▸ Task instructions: Go through the data and report each line that holds the string "paths".

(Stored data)
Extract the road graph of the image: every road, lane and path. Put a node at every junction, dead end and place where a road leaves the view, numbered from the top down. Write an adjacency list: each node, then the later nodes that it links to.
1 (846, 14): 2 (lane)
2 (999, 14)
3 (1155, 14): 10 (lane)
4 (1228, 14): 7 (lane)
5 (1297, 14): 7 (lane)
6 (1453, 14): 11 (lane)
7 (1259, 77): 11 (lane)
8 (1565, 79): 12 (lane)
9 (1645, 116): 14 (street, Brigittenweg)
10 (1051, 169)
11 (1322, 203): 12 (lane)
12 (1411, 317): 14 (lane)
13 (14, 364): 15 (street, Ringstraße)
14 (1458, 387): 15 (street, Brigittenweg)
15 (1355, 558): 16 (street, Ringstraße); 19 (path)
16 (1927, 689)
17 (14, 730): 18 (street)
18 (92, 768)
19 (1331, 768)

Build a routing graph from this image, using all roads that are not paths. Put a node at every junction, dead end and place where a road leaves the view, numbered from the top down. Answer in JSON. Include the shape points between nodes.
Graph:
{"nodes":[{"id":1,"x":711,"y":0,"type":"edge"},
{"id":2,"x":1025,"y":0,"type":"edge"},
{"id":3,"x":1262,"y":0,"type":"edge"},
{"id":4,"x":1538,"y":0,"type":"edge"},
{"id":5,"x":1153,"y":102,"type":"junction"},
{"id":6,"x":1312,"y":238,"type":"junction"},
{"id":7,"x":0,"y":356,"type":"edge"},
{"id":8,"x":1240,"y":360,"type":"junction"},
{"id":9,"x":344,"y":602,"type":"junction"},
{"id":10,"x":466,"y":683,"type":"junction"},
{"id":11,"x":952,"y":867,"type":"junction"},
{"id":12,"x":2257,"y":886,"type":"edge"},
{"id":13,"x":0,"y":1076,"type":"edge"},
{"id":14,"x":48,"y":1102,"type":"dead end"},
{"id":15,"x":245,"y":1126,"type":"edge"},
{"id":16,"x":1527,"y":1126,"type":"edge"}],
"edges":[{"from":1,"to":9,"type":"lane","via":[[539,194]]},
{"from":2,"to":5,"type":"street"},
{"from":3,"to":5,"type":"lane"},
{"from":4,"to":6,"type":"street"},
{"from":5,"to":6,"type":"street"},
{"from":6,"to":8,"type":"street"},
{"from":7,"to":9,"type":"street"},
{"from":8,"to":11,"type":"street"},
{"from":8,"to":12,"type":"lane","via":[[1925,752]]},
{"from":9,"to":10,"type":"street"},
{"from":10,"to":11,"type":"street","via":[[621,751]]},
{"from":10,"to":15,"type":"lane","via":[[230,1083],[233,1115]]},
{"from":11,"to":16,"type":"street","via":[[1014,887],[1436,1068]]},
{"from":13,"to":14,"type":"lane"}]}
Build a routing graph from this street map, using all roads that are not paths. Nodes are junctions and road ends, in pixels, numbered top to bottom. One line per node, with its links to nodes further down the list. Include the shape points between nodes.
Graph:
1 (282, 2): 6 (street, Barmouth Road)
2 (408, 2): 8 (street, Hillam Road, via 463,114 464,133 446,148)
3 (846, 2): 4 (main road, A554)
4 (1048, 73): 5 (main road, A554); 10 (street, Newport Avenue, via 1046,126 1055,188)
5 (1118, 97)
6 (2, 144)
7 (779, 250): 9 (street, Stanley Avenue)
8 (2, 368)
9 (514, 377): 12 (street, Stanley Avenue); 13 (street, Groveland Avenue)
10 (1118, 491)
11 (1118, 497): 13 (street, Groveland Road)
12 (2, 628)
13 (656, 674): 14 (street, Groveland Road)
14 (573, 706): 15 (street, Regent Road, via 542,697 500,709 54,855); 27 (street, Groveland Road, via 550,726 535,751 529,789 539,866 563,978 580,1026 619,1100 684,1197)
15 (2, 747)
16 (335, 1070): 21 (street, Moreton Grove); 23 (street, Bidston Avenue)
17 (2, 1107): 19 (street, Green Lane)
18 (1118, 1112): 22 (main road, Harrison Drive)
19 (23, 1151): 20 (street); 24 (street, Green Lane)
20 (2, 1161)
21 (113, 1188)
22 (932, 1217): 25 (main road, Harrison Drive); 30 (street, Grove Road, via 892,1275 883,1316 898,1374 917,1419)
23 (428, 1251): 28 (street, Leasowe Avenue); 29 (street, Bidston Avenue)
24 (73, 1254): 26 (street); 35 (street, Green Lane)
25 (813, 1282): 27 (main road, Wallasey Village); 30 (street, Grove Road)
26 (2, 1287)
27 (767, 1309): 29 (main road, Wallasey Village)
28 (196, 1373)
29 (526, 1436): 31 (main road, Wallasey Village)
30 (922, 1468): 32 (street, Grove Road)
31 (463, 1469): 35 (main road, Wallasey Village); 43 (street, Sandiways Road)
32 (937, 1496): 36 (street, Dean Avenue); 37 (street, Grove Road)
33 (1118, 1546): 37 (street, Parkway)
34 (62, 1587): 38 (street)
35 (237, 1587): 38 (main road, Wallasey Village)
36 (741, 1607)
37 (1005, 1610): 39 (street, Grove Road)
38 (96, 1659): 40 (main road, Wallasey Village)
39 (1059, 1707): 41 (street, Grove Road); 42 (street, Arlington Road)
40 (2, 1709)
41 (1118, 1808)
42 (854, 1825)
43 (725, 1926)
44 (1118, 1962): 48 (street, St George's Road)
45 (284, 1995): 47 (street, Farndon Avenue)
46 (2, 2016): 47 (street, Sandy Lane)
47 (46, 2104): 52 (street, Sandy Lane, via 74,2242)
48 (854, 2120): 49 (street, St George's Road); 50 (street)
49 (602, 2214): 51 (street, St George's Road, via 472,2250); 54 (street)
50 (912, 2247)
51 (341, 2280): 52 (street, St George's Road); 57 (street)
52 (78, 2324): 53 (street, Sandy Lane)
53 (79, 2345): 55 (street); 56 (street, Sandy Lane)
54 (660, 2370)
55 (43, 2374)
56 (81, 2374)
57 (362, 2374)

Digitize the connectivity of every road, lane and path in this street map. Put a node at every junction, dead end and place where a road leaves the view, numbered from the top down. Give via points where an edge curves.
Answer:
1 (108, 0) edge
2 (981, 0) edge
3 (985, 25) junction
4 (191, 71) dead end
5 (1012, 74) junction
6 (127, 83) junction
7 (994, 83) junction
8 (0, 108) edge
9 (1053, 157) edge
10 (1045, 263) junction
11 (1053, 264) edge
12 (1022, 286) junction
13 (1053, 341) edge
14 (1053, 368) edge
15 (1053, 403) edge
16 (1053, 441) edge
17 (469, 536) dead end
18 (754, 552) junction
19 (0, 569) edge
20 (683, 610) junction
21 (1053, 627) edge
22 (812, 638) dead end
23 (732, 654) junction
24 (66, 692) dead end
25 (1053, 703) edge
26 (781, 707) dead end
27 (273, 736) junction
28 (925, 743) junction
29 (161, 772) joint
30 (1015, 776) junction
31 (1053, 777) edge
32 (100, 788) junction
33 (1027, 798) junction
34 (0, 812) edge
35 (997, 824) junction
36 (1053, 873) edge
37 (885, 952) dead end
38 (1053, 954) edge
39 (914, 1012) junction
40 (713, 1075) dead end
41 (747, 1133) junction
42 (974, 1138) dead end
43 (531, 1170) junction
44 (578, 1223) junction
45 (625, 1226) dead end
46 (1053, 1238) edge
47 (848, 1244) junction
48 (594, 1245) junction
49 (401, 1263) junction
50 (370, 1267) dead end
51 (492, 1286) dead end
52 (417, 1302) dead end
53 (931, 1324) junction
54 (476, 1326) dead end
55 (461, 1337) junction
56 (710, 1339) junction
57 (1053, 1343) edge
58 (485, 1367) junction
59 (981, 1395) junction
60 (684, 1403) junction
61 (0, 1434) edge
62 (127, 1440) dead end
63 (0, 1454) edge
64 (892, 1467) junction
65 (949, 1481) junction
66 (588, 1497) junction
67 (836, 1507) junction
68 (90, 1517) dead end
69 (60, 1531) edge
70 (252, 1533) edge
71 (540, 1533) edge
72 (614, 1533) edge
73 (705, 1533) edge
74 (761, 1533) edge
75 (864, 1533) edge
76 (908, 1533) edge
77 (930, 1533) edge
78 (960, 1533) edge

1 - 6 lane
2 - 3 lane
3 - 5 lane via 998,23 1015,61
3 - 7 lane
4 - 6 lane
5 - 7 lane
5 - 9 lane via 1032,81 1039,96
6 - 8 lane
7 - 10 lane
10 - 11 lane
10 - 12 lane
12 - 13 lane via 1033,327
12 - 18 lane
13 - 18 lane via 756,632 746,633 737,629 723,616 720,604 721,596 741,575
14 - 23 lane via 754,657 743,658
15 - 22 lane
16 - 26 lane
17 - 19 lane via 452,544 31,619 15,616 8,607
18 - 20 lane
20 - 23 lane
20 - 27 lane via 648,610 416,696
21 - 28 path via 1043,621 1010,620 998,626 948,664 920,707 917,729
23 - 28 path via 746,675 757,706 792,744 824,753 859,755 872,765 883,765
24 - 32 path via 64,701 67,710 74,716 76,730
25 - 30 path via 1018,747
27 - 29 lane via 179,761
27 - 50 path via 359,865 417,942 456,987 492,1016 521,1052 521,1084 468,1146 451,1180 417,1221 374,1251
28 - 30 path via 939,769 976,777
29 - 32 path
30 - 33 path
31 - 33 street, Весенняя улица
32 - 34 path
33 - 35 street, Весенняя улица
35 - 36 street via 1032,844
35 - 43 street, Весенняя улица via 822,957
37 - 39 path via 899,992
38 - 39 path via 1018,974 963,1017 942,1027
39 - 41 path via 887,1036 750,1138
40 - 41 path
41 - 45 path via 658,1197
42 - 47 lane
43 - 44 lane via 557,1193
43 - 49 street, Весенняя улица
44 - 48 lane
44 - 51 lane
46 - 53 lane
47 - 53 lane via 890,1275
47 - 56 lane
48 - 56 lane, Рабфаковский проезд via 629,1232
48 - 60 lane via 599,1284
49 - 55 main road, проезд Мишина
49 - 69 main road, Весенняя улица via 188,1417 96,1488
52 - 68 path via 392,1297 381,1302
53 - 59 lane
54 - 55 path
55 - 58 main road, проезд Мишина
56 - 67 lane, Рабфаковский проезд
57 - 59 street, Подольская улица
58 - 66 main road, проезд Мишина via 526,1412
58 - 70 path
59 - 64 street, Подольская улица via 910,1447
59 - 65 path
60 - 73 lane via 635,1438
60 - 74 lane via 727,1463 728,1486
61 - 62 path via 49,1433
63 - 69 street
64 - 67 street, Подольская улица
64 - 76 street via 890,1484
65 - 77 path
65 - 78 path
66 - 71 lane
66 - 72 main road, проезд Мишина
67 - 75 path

▸ Finished exercise:
Build a routing graph from this image, using all roads that are not paths. Put a node at every junction, dead end and place where a road leaves the view, numbered from the top down. Answer in JSON. Include the shape points between nodes.
Build a routing graph from this street map, using all roads that are not paths. Nodes are junctions and road ends, in pixels, numbered top to bottom. One line per node, with its links to nodes further down the list. Include the shape points between nodes.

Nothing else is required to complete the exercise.